Energy drinks up alertness, negate some sedation effects of alcohol; can cause overstimulation
WEDNESDAY, Aug. 29 (HealthDay News) -- Although consuming alcohol mixed with energy drinks (AmED) increases alertness and may negate some intoxication-related sedation effects, it can lead to negative physiological and psychological side effects associated with overstimulation, according to a study published online Aug. 15 in Alcoholism: Clinical & Experimental Research.
In an effort to examine the subjective psychological, physiological, and behavioral risk-taking outcomes of AmED consumption compared with alcohol consumption, Amy Peacock, of the University of Tasmania in Hobart, and colleagues surveyed 403 adults aged 18 to 35 years who had consumed AmED and alcohol only in the preceding six months.
The researchers found that, although compared with alcohol-only sessions, participants consumed much more alcohol during AmED sessions, they were significantly less likely to experience disinhibition and risky behaviors.

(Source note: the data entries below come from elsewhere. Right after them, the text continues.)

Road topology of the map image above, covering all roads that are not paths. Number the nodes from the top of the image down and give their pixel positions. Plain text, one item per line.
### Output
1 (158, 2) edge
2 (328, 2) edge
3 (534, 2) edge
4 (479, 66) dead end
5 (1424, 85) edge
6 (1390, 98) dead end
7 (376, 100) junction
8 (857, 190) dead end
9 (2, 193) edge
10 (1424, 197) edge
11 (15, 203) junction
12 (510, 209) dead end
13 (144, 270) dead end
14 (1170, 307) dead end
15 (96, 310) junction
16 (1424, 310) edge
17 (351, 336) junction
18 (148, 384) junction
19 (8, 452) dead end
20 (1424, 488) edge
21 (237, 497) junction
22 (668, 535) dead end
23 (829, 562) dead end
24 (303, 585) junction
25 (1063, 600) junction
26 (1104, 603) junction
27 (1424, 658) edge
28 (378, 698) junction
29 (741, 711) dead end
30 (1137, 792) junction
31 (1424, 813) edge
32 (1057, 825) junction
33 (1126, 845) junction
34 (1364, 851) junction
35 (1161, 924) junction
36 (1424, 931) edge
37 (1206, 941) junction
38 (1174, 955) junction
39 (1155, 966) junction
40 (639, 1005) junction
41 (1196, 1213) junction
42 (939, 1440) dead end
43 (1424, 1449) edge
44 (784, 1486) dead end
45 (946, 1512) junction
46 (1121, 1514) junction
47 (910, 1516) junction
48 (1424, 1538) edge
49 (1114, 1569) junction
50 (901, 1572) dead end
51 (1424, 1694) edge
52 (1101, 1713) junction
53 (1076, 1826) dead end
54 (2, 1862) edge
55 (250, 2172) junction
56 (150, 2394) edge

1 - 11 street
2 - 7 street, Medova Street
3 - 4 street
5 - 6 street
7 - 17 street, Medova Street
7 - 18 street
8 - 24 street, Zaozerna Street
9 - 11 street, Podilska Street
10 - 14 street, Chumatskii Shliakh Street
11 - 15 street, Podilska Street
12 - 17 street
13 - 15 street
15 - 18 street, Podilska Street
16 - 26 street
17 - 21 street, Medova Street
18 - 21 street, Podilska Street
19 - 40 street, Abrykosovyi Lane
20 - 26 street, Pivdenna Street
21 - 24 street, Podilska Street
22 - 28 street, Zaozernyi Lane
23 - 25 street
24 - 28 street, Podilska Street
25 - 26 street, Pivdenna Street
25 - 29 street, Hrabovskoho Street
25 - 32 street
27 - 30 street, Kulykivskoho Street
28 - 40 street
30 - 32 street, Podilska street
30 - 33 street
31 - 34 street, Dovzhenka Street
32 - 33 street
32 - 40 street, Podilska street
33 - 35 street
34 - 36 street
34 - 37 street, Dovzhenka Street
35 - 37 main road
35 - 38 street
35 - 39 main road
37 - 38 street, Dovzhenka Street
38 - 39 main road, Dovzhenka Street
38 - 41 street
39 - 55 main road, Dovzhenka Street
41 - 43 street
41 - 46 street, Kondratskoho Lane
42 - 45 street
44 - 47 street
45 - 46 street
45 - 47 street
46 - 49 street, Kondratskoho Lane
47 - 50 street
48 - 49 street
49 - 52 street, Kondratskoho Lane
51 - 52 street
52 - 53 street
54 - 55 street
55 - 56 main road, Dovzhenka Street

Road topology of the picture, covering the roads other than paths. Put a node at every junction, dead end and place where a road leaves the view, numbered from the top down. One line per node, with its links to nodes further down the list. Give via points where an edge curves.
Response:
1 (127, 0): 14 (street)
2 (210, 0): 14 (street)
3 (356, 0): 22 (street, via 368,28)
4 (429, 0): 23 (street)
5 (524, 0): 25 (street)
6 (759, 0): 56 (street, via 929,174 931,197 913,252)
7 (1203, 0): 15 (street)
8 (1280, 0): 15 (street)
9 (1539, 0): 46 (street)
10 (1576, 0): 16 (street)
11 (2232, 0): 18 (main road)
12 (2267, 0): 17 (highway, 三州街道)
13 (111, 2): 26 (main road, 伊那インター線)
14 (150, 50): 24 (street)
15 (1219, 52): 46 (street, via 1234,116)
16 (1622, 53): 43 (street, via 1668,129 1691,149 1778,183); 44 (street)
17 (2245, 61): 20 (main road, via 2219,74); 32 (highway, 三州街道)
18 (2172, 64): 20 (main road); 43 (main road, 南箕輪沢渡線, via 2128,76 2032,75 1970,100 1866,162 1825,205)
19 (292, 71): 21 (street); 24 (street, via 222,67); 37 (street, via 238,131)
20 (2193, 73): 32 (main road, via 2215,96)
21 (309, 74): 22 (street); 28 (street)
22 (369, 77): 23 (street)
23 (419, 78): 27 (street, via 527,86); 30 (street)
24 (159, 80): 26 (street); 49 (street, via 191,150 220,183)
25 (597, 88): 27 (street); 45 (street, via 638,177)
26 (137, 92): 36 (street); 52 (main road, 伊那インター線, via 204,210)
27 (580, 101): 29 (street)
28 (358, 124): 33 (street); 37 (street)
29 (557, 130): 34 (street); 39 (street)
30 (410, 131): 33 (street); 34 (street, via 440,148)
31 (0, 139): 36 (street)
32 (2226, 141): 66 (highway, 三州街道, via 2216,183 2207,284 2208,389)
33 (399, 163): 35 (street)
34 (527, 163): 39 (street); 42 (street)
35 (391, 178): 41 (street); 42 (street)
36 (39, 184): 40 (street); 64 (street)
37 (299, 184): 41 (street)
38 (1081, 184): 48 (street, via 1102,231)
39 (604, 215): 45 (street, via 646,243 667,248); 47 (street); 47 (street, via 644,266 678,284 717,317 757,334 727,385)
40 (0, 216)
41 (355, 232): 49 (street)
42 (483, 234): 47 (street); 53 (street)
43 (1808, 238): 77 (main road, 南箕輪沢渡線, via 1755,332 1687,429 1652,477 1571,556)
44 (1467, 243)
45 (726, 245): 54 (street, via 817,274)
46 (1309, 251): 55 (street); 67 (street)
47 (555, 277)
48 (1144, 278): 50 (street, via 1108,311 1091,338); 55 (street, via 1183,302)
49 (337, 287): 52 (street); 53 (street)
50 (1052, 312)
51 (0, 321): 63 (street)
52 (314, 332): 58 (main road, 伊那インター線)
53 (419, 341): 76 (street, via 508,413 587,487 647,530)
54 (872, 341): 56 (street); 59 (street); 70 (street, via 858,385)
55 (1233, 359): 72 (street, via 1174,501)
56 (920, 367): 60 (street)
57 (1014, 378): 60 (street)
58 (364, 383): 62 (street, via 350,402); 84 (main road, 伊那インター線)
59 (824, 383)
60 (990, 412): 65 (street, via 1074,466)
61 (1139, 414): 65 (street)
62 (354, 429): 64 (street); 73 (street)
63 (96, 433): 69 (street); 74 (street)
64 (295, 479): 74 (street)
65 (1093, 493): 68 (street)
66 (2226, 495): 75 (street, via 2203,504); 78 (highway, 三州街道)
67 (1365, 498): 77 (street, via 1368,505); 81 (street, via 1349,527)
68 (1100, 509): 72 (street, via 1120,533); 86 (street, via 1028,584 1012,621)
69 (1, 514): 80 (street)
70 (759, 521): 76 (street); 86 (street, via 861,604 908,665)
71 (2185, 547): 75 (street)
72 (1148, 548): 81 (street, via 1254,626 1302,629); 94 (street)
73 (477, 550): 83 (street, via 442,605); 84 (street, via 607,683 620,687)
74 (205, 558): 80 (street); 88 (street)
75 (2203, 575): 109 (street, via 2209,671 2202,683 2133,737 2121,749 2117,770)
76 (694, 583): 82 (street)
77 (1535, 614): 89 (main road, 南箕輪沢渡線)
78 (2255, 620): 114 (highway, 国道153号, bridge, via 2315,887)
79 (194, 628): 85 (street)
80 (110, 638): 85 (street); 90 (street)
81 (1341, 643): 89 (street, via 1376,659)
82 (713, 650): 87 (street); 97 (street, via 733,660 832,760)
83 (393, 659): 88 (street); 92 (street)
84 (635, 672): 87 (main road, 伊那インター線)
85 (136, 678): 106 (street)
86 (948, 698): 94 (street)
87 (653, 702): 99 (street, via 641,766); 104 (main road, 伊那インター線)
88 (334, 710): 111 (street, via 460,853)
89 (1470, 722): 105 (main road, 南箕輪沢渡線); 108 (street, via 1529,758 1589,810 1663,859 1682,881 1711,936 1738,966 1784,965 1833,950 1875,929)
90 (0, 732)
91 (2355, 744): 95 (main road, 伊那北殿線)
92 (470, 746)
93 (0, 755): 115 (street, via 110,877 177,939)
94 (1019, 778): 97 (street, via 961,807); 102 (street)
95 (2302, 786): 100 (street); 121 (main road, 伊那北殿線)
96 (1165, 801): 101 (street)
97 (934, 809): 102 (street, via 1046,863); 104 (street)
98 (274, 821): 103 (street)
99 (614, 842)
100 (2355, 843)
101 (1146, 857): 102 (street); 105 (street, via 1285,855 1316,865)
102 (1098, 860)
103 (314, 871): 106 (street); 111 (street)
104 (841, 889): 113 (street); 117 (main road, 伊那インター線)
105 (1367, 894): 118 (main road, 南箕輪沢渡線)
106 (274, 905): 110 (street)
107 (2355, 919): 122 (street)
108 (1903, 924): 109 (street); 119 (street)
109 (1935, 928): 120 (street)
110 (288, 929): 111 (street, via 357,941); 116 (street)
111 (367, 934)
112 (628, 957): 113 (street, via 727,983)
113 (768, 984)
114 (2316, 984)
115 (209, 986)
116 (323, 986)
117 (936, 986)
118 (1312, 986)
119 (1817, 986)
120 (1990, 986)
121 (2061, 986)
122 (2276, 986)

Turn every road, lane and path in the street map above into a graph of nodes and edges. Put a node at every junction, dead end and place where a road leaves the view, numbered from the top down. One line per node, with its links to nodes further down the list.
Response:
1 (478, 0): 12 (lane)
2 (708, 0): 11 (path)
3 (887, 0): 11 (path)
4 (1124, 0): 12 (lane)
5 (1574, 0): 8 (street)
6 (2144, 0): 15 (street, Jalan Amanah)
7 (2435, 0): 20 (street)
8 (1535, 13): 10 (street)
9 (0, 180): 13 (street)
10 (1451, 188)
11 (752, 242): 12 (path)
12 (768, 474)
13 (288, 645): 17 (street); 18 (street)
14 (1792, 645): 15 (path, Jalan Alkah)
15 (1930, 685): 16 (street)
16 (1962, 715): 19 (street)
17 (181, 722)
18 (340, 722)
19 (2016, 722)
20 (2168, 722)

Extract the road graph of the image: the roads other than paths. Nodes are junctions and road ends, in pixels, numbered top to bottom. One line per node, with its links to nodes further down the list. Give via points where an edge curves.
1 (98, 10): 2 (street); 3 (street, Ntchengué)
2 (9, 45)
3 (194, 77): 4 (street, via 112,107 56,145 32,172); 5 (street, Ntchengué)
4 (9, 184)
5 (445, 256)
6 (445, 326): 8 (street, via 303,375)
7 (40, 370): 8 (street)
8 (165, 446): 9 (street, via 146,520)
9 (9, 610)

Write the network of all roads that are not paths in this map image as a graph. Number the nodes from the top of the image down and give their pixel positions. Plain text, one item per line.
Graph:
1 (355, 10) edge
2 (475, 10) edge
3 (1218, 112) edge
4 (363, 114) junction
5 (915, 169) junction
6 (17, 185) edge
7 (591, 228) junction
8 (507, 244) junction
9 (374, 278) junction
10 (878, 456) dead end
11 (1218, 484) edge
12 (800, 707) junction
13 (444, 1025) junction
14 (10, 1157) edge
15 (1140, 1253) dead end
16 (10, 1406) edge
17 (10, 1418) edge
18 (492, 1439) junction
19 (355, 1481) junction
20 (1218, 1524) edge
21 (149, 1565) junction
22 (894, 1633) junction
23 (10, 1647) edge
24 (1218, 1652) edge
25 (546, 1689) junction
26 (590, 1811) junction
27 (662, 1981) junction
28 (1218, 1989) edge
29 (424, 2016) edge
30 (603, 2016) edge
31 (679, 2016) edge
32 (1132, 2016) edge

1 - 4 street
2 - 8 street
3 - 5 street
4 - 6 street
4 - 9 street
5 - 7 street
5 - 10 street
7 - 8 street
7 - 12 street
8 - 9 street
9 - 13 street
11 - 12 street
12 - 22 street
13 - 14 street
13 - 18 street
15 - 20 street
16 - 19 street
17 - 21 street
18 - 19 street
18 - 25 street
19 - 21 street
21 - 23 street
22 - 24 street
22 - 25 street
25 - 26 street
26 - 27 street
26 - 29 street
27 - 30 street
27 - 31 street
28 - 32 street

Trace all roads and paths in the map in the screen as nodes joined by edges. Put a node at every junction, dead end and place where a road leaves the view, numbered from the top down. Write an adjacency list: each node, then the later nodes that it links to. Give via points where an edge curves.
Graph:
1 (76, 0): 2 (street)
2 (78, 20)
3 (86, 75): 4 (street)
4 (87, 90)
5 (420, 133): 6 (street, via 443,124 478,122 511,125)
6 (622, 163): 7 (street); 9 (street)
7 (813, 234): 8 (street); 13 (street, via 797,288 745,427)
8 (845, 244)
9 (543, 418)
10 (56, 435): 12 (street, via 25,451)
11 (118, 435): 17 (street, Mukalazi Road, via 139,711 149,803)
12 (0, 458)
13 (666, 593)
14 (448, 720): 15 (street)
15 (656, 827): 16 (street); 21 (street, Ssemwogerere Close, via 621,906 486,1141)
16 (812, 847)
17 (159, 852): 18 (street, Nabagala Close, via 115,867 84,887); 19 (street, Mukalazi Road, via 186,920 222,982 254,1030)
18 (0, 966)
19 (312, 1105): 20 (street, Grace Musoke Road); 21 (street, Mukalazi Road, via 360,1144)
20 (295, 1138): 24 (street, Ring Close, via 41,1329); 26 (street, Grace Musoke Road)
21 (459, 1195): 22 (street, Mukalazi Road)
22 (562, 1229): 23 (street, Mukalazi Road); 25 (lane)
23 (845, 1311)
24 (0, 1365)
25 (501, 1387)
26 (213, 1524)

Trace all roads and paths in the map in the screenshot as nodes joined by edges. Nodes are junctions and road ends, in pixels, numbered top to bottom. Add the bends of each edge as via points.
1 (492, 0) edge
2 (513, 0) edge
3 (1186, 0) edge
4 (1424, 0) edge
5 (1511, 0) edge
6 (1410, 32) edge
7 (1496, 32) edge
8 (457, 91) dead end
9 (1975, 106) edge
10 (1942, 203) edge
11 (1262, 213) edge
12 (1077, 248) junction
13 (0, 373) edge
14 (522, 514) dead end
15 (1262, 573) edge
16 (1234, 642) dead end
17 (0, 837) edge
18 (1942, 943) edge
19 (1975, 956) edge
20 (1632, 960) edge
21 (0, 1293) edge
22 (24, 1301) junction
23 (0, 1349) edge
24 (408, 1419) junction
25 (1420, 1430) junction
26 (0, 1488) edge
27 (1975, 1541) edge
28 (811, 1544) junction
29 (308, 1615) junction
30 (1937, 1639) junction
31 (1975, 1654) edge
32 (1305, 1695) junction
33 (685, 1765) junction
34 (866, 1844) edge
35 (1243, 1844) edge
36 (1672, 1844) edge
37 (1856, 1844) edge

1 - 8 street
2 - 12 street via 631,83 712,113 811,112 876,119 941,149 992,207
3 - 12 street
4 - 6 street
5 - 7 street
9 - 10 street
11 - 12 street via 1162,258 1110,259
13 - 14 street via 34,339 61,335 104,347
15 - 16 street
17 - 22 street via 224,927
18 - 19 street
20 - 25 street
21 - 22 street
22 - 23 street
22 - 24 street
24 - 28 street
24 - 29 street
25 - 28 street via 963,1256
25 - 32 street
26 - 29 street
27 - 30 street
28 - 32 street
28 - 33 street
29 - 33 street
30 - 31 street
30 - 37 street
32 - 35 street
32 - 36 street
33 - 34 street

They were also less likely to experience physiological and psychological sedation outcomes. These included speech and walking difficulties, nausea, slurred speech and confusion, exhaustion, and sadness. However, physiological and psychological outcomes associated with overstimulation were significantly increased during AmED sessions. These included heart palpitations, sleep difficulties, agitation, tremors, jot and crash episodes, increased speech speed, irritability, and tension.
"In summary, co-ingestion of energy drinks with alcohol appears to offer a reduction in the experience of sedation outcomes but amplification of adverse stimulation outcomes," the authors write.